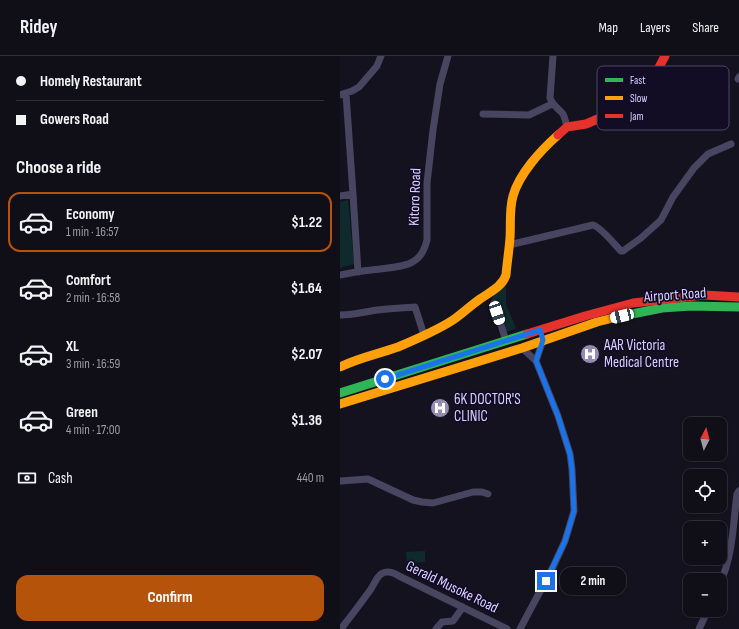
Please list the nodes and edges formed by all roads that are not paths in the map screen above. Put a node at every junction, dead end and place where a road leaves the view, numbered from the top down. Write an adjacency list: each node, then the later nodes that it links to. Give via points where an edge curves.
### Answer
1 (381, 56): 6 (street, via 377,66 359,87)
2 (448, 56): 15 (street, Kitoro Road, via 440,84 433,130 427,183 425,248 414,262 404,266)
3 (553, 56): 7 (street, via 550,98)
4 (665, 56): 5 (main road)
5 (660, 66)
6 (343, 95): 12 (street)
7 (552, 104): 8 (street, via 529,115); 10 (street, via 563,114)
8 (483, 114)
9 (597, 119): 10 (main road)
10 (567, 127): 14 (main road, via 534,160 517,185 510,213)
11 (731, 144): 14 (street, via 708,154 673,196 661,220 623,251 593,225)
12 (353, 194): 13 (street); 15 (street)
13 (340, 196)
14 (509, 245): 22 (main road, via 505,279 498,287 449,322)
15 (358, 272): 16 (street, Kitoro Road)
16 (340, 275)
17 (739, 296): 21 (main road, Airport Road, via 704,295 633,303)
18 (494, 303): 24 (street)
19 (739, 307): 23 (main road, Airport Road, via 662,308 597,322)
20 (340, 314): 22 (street, via 351,315 372,310 415,307)
21 (540, 330): 23 (street); 24 (main road, Airport Road)
22 (424, 336): 27 (main road, via 357,358)
23 (543, 340): 25 (main road, Airport Road); 26 (street)
24 (506, 341): 28 (main road, Airport Road)
25 (522, 348): 26 (street); 29 (main road, Airport Road)
26 (536, 361): 39 (street, via 570,454 574,511 565,541)
27 (340, 367)
28 (340, 393)
29 (340, 404)
30 (340, 481): 32 (street, via 368,479 413,500 432,503 473,492)
31 (739, 491): 33 (street)
32 (488, 494)
33 (724, 573)
34 (463, 607): 36 (street, Gerald Musoke Road, via 388,572 380,575); 37 (street, via 453,621 442,622); 38 (street, Gerald Musoke Road)
35 (705, 617): 40 (street)
36 (341, 629)
37 (436, 629)
38 (507, 629)
39 (520, 629)
40 (699, 629)

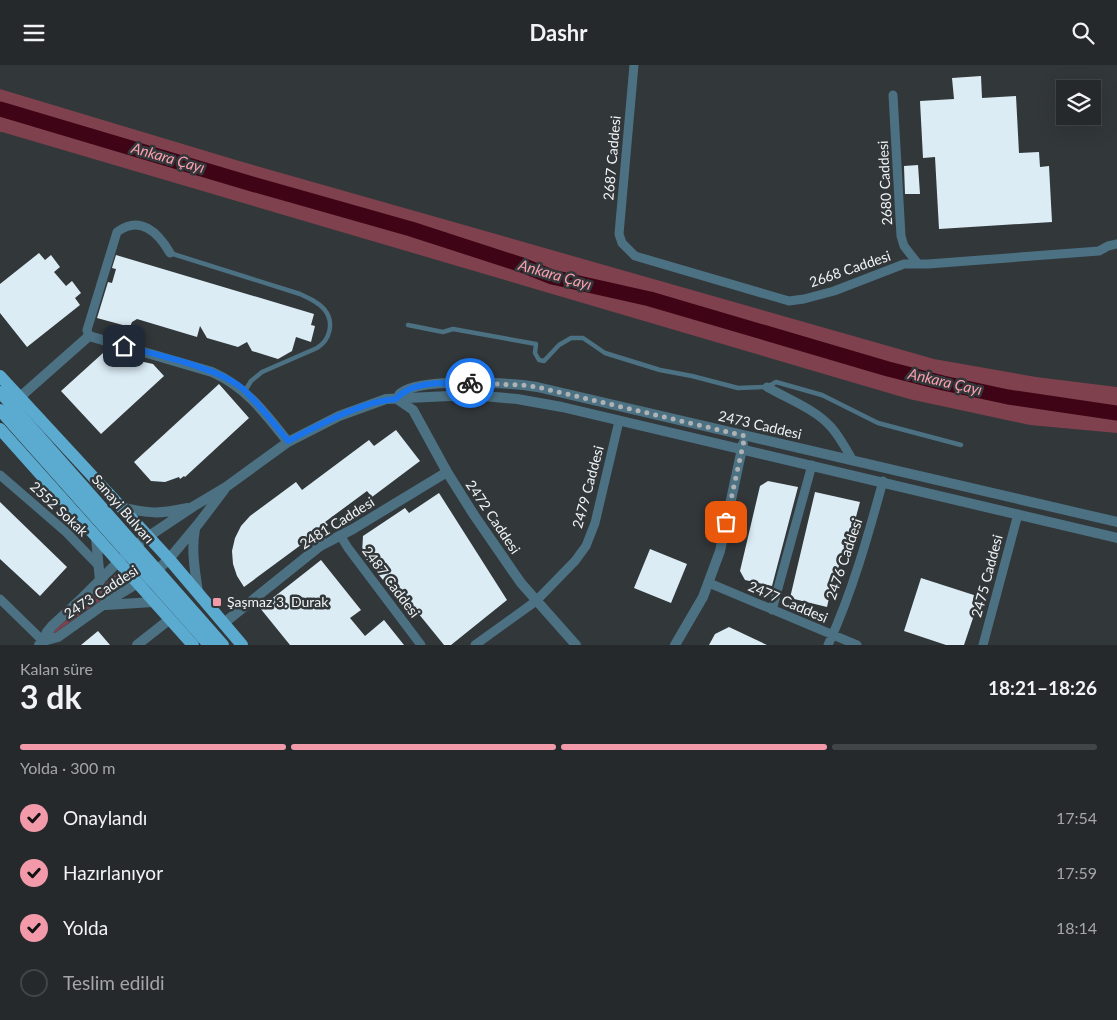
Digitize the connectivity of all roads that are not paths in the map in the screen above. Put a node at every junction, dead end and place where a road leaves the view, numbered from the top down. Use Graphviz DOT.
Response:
graph roads {
  1 [pos="634,65"];
  2 [pos="893,95"];
  3 [pos="1117,244"];
  4 [pos="628,250"];
  5 [pos="170,253"];
  6 [pos="918,264"];
  7 [pos="408,325"];
  8 [pos="89,336"];
  9 [pos="0,375"];
  10 [pos="767,387"];
  11 [pos="245,391"];
  12 [pos="0,392"];
  13 [pos="20,397"];
  14 [pos="396,399"];
  15 [pos="0,410"];
  16 [pos="619,421"];
  17 [pos="0,429"];
  18 [pos="745,436"];
  19 [pos="288,441"];
  20 [pos="961,445"];
  21 [pos="742,449"];
  22 [pos="853,461"];
  23 [pos="812,465"];
  24 [pos="446,472"];
  25 [pos="0,475"];
  26 [pos="883,481"];
  27 [pos="226,487"];
  28 [pos="119,505"];
  29 [pos="194,506"];
  30 [pos="1018,514"];
  31 [pos="1117,522"];
  32 [pos="196,527"];
  33 [pos="94,535"];
  34 [pos="340,535"];
  35 [pos="148,537"];
  36 [pos="1117,537"];
  37 [pos="168,559"];
  38 [pos="118,562"];
  39 [pos="98,565"];
  40 [pos="100,581"];
  41 [pos="708,583"];
  42 [pos="138,584"];
  43 [pos="199,594"];
  44 [pos="0,599"];
  45 [pos="536,601"];
  46 [pos="153,602"];
  47 [pos="102,605"];
  48 [pos="772,610"];
  49 [pos="170,619"];
  50 [pos="224,623"];
  51 [pos="832,636"];
  52 [pos="40,643"];
  53 [pos="137,645"];
  54 [pos="193,645"];
  55 [pos="209,645"];
  56 [pos="223,645"];
  57 [pos="242,645"];
  58 [pos="420,645"];
  59 [pos="475,645"];
  60 [pos="576,645"];
  61 [pos="675,645"];
  62 [pos="828,645"];
  63 [pos="857,645"];
  64 [pos="983,645"];
  1 -- 4 [label="street, 2687 Caddesi"];
  2 -- 6 [label="street, 2680 Caddesi"];
  3 -- 6 [label="street, 2668 Caddesi"];
  4 -- 6 [label="street, 2668 Caddesi"];
  5 -- 8 [label="street"];
  5 -- 11 [label="lane"];
  7 -- 10 [label="lane"];
  8 -- 11 [label="street"];
  8 -- 13 [label="street"];
  9 -- 13 [label="main road"];
  10 -- 20 [label="lane"];
  10 -- 22 [label="street"];
  11 -- 19 [label="street"];
  12 -- 56 [label="main road, Sanayi Bulvarı, bridge"];
  13 -- 28 [label="main road"];
  14 -- 16 [label="street, 2473 Caddesi"];
  14 -- 18 [label="street, 2473 Caddesi"];
  14 -- 19 [label="street, 2473 Caddesi"];
  14 -- 24 [label="street, 2472 Caddesi"];
  15 -- 55 [label="main road, Sanayi Bulvarı, bridge"];
  16 -- 21 [label="street, 2473 Caddesi"];
  16 -- 45 [label="street, 2479 Caddesi"];
  17 -- 33 [label="main road"];
  18 -- 21 [label="street"];
  18 -- 22 [label="street, 2473 Caddesi"];
  19 -- 27 [label="street, 2473 Caddesi"];
  21 -- 23 [label="street, 2473 Caddesi"];
  21 -- 41 [label="street"];
  22 -- 31 [label="street, 2473 Caddesi"];
  23 -- 26 [label="street, 2473 Caddesi"];
  23 -- 48 [label="street"];
  24 -- 34 [label="street, 2481 Caddesi"];
  24 -- 45 [label="street, 2472 Caddesi"];
  25 -- 39 [label="street, 2552 Sokak"];
  26 -- 30 [label="street, 2473 Caddesi"];
  26 -- 51 [label="street, 2476 Caddesi"];
  27 -- 29 [label="street, 2473 Caddesi"];
  27 -- 32 [label="street, 2473 Caddesi"];
  28 -- 29 [label="street"];
  28 -- 33 [label="main road"];
  28 -- 35 [label="main road"];
  29 -- 35 [label="street, 2473 Caddesi"];
  30 -- 36 [label="street, 2473 Caddesi"];
  30 -- 64 [label="street, 2475 Caddesi"];
  32 -- 37 [label="street, 2473 Caddesi"];
  32 -- 43 [label="street"];
  33 -- 38 [label="main road"];
  33 -- 39 [label="street"];
  34 -- 50 [label="street, 2481 Caddesi"];
  34 -- 58 [label="street, 2487 Caddesi"];
  35 -- 37 [label="main road"];
  35 -- 38 [label="street, 2473 Caddesi"];
  37 -- 42 [label="street, 2473 Caddesi"];
  37 -- 43 [label="main road"];
  38 -- 40 [label="street, 2473 Caddesi"];
  38 -- 42 [label="main road"];
  39 -- 40 [label="street"];
  40 -- 52 [label="street, 2473 Caddesi"];
  41 -- 48 [label="street, 2477 Caddesi"];
  41 -- 61 [label="street"];
  42 -- 46 [label="main road"];
  42 -- 47 [label="street, 2473 Caddesi"];
  43 -- 49 [label="main road"];
  43 -- 50 [label="main road"];
  44 -- 52 [label="street"];
  45 -- 59 [label="street, 2479 Caddesi"];
  45 -- 60 [label="street, 2472 Caddesi"];
  46 -- 47 [label="street"];
  46 -- 49 [label="main road"];
  47 -- 52 [label="street, 2473 Caddesi"];
  48 -- 51 [label="street, 2477 Caddesi"];
  49 -- 53 [label="street"];
  49 -- 54 [label="main road"];
  50 -- 57 [label="main road"];
  51 -- 62 [label="street, 2476 Caddesi"];
  51 -- 63 [label="street, 2477 Caddesi"];
}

----------

> Directions for this task
If a line in the data above holds the string "Sanayi", copy it.

> Exercise response
  12 -- 56 [label="main road, Sanayi Bulvarı, bridge"];
  15 -- 55 [label="main road, Sanayi Bulvarı, bridge"];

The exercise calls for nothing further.